Return all the records, each one exactly as given.

##### Data extract #####

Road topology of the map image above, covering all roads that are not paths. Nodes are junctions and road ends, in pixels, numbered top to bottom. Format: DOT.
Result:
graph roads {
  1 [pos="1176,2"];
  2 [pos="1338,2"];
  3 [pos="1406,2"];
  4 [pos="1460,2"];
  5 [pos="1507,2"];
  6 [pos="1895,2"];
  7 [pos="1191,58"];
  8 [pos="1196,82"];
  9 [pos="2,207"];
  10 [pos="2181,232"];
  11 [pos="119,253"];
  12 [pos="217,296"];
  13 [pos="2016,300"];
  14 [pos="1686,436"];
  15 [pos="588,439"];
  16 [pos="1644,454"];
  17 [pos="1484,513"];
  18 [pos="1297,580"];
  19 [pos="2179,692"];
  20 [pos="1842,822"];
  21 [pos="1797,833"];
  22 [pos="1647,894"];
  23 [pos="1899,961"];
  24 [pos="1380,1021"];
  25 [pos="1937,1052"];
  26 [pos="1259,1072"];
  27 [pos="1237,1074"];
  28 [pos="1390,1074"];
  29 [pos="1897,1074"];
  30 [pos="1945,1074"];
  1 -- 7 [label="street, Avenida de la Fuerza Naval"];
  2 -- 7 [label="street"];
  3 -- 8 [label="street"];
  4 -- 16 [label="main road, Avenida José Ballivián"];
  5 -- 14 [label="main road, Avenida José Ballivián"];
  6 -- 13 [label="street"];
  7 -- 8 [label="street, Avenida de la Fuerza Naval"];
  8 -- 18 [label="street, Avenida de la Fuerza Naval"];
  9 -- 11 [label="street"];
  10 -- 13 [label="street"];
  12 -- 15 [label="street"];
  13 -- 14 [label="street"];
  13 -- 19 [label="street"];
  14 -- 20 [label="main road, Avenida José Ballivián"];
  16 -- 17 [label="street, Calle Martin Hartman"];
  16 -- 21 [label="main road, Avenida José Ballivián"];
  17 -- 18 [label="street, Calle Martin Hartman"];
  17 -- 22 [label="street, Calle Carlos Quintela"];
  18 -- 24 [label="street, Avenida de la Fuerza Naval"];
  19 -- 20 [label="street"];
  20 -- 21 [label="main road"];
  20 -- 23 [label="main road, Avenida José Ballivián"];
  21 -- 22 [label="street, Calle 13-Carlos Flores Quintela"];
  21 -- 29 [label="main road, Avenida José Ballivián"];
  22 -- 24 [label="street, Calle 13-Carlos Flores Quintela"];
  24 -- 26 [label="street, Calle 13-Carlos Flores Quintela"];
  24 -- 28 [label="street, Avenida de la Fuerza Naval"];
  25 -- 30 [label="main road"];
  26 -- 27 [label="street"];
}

#####

- **Solution for this problem**:
Road topology of the map image above, covering all roads that are not paths. Nodes are junctions and road ends, in pixels, numbered top to bottom. Format: DOT.
Result:
graph roads {
  1 [pos="1176,2"];
  2 [pos="1338,2"];
  3 [pos="1406,2"];
  4 [pos="1460,2"];
  5 [pos="1507,2"];
  6 [pos="1895,2"];
  7 [pos="1191,58"];
  8 [pos="1196,82"];
  9 [pos="2,207"];
  10 [pos="2181,232"];
  11 [pos="119,253"];
  12 [pos="217,296"];
  13 [pos="2016,300"];
  14 [pos="1686,436"];
  15 [pos="588,439"];
  16 [pos="1644,454"];
  17 [pos="1484,513"];
  18 [pos="1297,580"];
  19 [pos="2179,692"];
  20 [pos="1842,822"];
  21 [pos="1797,833"];
  22 [pos="1647,894"];
  23 [pos="1899,961"];
  24 [pos="1380,1021"];
  25 [pos="1937,1052"];
  26 [pos="1259,1072"];
  27 [pos="1237,1074"];
  28 [pos="1390,1074"];
  29 [pos="1897,1074"];
  30 [pos="1945,1074"];
  1 -- 7 [label="street, Avenida de la Fuerza Naval"];
  2 -- 7 [label="street"];
  3 -- 8 [label="street"];
  4 -- 16 [label="main road, Avenida José Ballivián"];
  5 -- 14 [label="main road, Avenida José Ballivián"];
  6 -- 13 [label="street"];
  7 -- 8 [label="street, Avenida de la Fuerza Naval"];
  8 -- 18 [label="street, Avenida de la Fuerza Naval"];
  9 -- 11 [label="street"];
  10 -- 13 [label="street"];
  12 -- 15 [label="street"];
  13 -- 14 [label="street"];
  13 -- 19 [label="street"];
  14 -- 20 [label="main road, Avenida José Ballivián"];
  16 -- 17 [label="street, Calle Martin Hartman"];
  16 -- 21 [label="main road, Avenida José Ballivián"];
  17 -- 18 [label="street, Calle Martin Hartman"];
  17 -- 22 [label="street, Calle Carlos Quintela"];
  18 -- 24 [label="street, Avenida de la Fuerza Naval"];
  19 -- 20 [label="street"];
  20 -- 21 [label="main road"];
  20 -- 23 [label="main road, Avenida José Ballivián"];
  21 -- 22 [label="street, Calle 13-Carlos Flores Quintela"];
  21 -- 29 [label="main road, Avenida José Ballivián"];
  22 -- 24 [label="street, Calle 13-Carlos Flores Quintela"];
  24 -- 26 [label="street, Calle 13-Carlos Flores Quintela"];
  24 -- 28 [label="street, Avenida de la Fuerza Naval"];
  25 -- 30 [label="main road"];
  26 -- 27 [label="street"];
}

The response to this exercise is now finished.